Par ailleurs, on pourrait aussi, bien sûr, adapter la partie « texte » de façon similaire aux adaptations que nous allons ici apporter à la partie raylib. Mais ce n'est pas l'objet du présent tutoriel.
Afin d'avoir un peu d'intérêt à l'exemple, nous allons créer des contenus un peu plus pertients.

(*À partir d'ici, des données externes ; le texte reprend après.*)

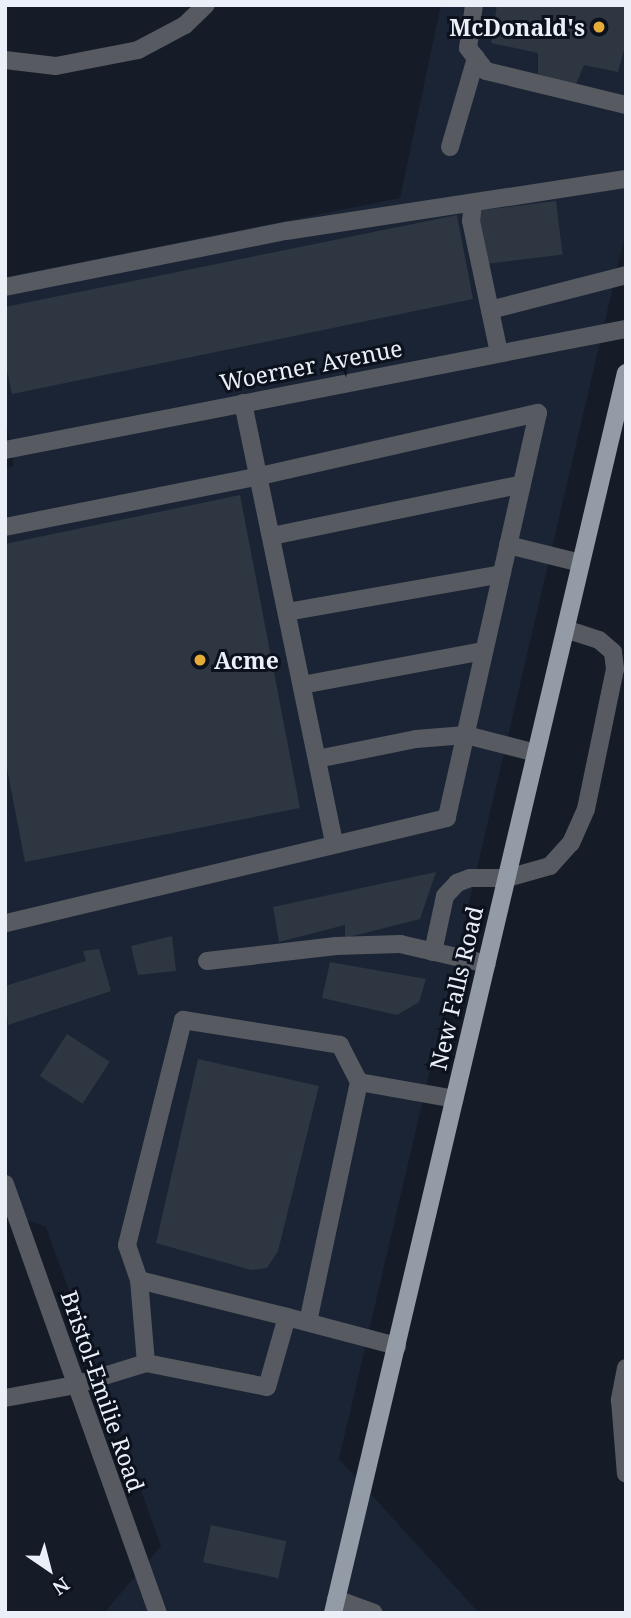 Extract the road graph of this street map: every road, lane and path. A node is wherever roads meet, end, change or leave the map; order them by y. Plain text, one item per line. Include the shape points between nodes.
1 (206, 5) edge
2 (474, 5) edge
3 (477, 58) junction
4 (5, 60) edge
5 (626, 105) edge
6 (450, 147) dead end
7 (626, 179) edge
8 (473, 203) junction
9 (626, 275) edge
10 (5, 287) edge
11 (489, 310) junction
12 (626, 329) edge
13 (499, 353) junction
14 (626, 373) edge
15 (243, 403) junction
16 (5, 450) edge
17 (260, 477) junction
18 (522, 484) junction
19 (5, 527) edge
20 (272, 536) junction
21 (508, 545) junction
22 (581, 563) junction
23 (502, 574) junction
24 (287, 612) junction
25 (566, 629) junction
26 (484, 651) junction
27 (302, 685) junction
28 (466, 735) junction
29 (536, 753) junction
30 (317, 759) junction
31 (334, 844) junction
32 (507, 878) junction
33 (5, 923) edge
34 (433, 952) junction
35 (207, 961) dead end
36 (487, 964) junction
37 (359, 1082) junction
38 (455, 1099) junction
39 (5, 1184) edge
40 (139, 1280) junction
41 (287, 1317) junction
42 (308, 1322) junction
43 (397, 1346) junction
44 (146, 1363) junction
45 (626, 1368) edge
46 (75, 1385) junction
47 (5, 1398) edge
48 (626, 1474) edge
49 (334, 1606) edge
50 (158, 1613) edge
51 (374, 1613) edge

1 - 4 street via 186,25 138,50 56,66
2 - 3 street via 468,48
3 - 5 street via 486,71
3 - 6 street
7 - 8 street
8 - 10 street via 286,230
8 - 11 street via 471,221
9 - 11 street
11 - 13 street
12 - 13 street, Woerner Avenue
13 - 15 street, Woerner Avenue
14 - 22 main road, New Falls Road
15 - 16 street, Woerner Avenue
15 - 17 street
17 - 18 street via 538,413
17 - 19 street
17 - 20 street
18 - 20 street
18 - 21 street
20 - 24 street
21 - 22 street
21 - 23 street
22 - 25 main road, New Falls Road
23 - 24 street
23 - 26 street
24 - 27 street
25 - 29 main road, New Falls Road
25 - 32 street via 599,640 613,652 615,669 586,809 571,843 551,866
26 - 27 street
26 - 28 street
27 - 30 street
28 - 29 street
28 - 30 street via 416,739
28 - 31 street via 447,818
29 - 32 main road, New Falls Road
30 - 31 street
31 - 33 street
32 - 34 street via 470,878 457,883 445,896
32 - 36 main road, New Falls Road
34 - 35 street via 400,944 336,946
34 - 36 street
36 - 38 main road, New Falls Road
37 - 38 street
37 - 40 street via 340,1045 183,1020 127,1245
37 - 42 street
38 - 43 main road, New Falls Road
39 - 46 street, Bristol-Emilie Road
40 - 41 street
40 - 44 street
41 - 42 street
41 - 44 street via 267,1387
42 - 43 street
43 - 49 main road, New Falls Road
44 - 46 street
45 - 48 street via 620,1400
46 - 47 street
46 - 50 street, Bristol-Emilie Road
49 - 51 street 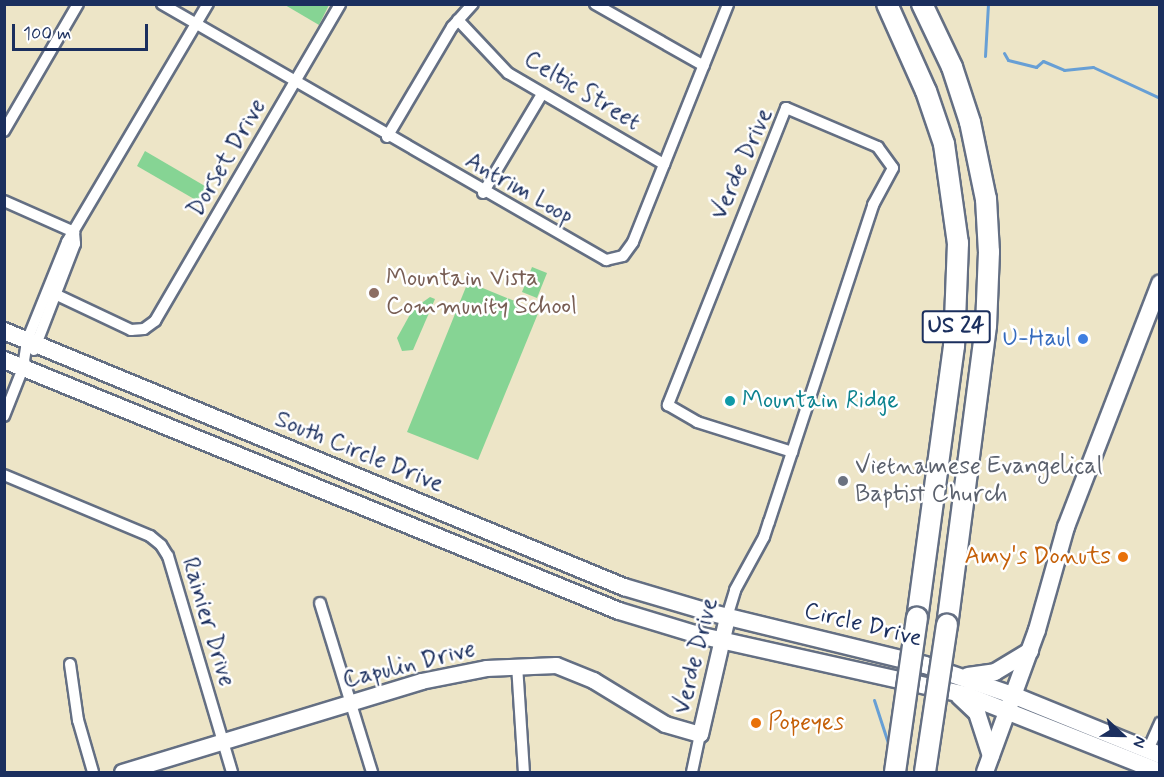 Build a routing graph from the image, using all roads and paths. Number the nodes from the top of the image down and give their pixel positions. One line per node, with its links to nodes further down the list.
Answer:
1 (78, 4): 17 (street)
2 (162, 4): 12 (street, Antrim Loop)
3 (208, 4): 12 (street)
4 (340, 4): 15 (street, Dorset Drive)
5 (473, 4): 11 (street)
6 (595, 4): 14 (street)
7 (728, 4): 14 (street, Antrim Loop)
8 (881, 4): 13 (highway)
9 (887, 4): 13 (highway, US 24)
10 (922, 4): 56 (highway, US 24, bridge)
11 (458, 20): 16 (street, Celtic Street); 18 (street)
12 (196, 25): 15 (street, Antrim Loop); 22 (street)
13 (906, 42): 55 (highway, US 24, bridge)
14 (704, 66): 19 (street, Antrim Loop)
15 (295, 84): 18 (street, Antrim Loop); 24 (street, Dorset Drive)
16 (542, 94): 19 (street, Celtic Street); 20 (street)
17 (4, 131)
18 (387, 137): 20 (street, Antrim Loop)
19 (664, 164): 20 (street, Antrim Loop)
20 (483, 193)
21 (4, 201): 22 (street)
22 (74, 232): 24 (street); 26 (street)
23 (1160, 284): 37 (main road)
24 (57, 295): 26 (street)
25 (4, 331): 26 (main road, South Circle Drive)
26 (32, 343): 28 (street); 33 (main road, South Circle Drive)
27 (4, 360): 28 (main road, South Circle Drive)
28 (23, 367): 29 (street); 35 (main road, South Circle Drive)
29 (4, 416)
30 (792, 452): 30 (street, Verde Drive); 34 (street, Verde Drive)
31 (4, 475): 46 (street, Rainier Drive)
32 (320, 603): 42 (street)
33 (698, 609): 34 (main road, Circle Drive)
34 (727, 617): 36 (street, Verde Drive); 40 (main road, Circle Drive)
35 (698, 635): 36 (main road, Circle Drive)
36 (721, 640): 41 (main road, Circle Drive); 45 (street, Verde Drive)
37 (1030, 651): 40 (main road); 43 (main road)
38 (70, 664): 49 (street)
39 (517, 666): 42 (street, Capulin Drive); 45 (street, Capulin Drive); 53 (street)
40 (958, 675): 43 (main road, Circle Drive)
41 (953, 692): 43 (main road, Circle Drive); 48 (main road)
42 (351, 702): 46 (street, Capulin Drive); 52 (street)
43 (1012, 704): 47 (main road); 48 (main road); 58 (main road)
44 (1160, 723): 47 (street)
45 (700, 734): 54 (street, Verde Drive)
46 (223, 741): 50 (street, Capulin Drive); 51 (street, Rainier Drive)
47 (1154, 752)
48 (991, 756): 57 (main road)
49 (93, 772)
50 (122, 772)
51 (232, 772)
52 (372, 772)
53 (524, 772)
54 (692, 772)
55 (895, 772)
56 (925, 772)
57 (985, 772)
58 (1160, 772)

Modifions general/contenu.h comme suit :
// ... (en-têtes)
enum Couleur {
NONE,
ROUGE,
VERT,
BLEU
};
struct Position {
double x;
double y;
double z;
};
class Contenu : public Dessinable {
public:
// ... (comme avant)
// mais SUPPRIMER le cteur par défaut: Contenu() = default;
// Le remplacer par :
Contenu(const Position &p = {0, 0, 0}, const Couleur c = NONE)
: position(p), color(c) {}
// ... (comme avant)
Position get_position() const { return position; }
Couleur get_color() const { return color; }
private:
Position position;
Couleur color;
};Ceci ajoute donc une position et une couleur aux contenus. Nous pouvons aussi modifier la déclaration de raylibRender (dans raylib/raylib_render.h) afin d'avoir plusieurs contenus à afficher :
// ... (en-têtes)
#include <vector>
class raylibRender : public SupportADessin {
// ... (comme avant)
private:
// ... (Camera3D comme avant)
// Remplacer : Contenu c;
// Par :
std::vector<Contenu> liste_contenus;
};et son initialisation par défaut dans raylib/raylib_render.cpp :
// ... (en-têtes)
raylibRender::raylibRender()
: liste_contenus({
Contenu(),
Contenu({-1,1,1}, VERT),
Contenu({-1,0,1}, ROUGE)
})
{
// ... (comme avant)
}Bien sûr, il faut modifier La méthode dessine() pour utiliser les propriétés de Contenu :
void raylibRender::dessine(Contenu const& a_dessiner)
{
const auto [x, y, z] = a_dessiner.get_position();
const Vector3 position = { static_cast<float>(x), static_cast<float>(y), static_cast<float>(z) };
auto color = WHITE;
switch (a_dessiner.get_color()) {
case ROUGE:
color = RED;
break;
case VERT:
color = GREEN;
break;
case BLEU:
color = BLUE;
break;
default:
color = WHITE;
break;
}
DrawCube(position, 1.0f, 1.0f, 1.0f, color);
DrawCubeWires(position, 1.0f, 1.0f, 1.0f, BLACK);
}Note : les Contenu::position étant en double, mais les posistions dans la raylib en float, on doit forcer la conversion via les static_cast<float>(...). (On aurait évidemment pu mettre des float dès le départ, mais, restant fidèle à l'indépendance entre coeur de la simulation (Contenu) et représentation (raylib), un choix local de la bibliothèque de visualisation ne doit pas affecter la conception générale du coeur du modèle !)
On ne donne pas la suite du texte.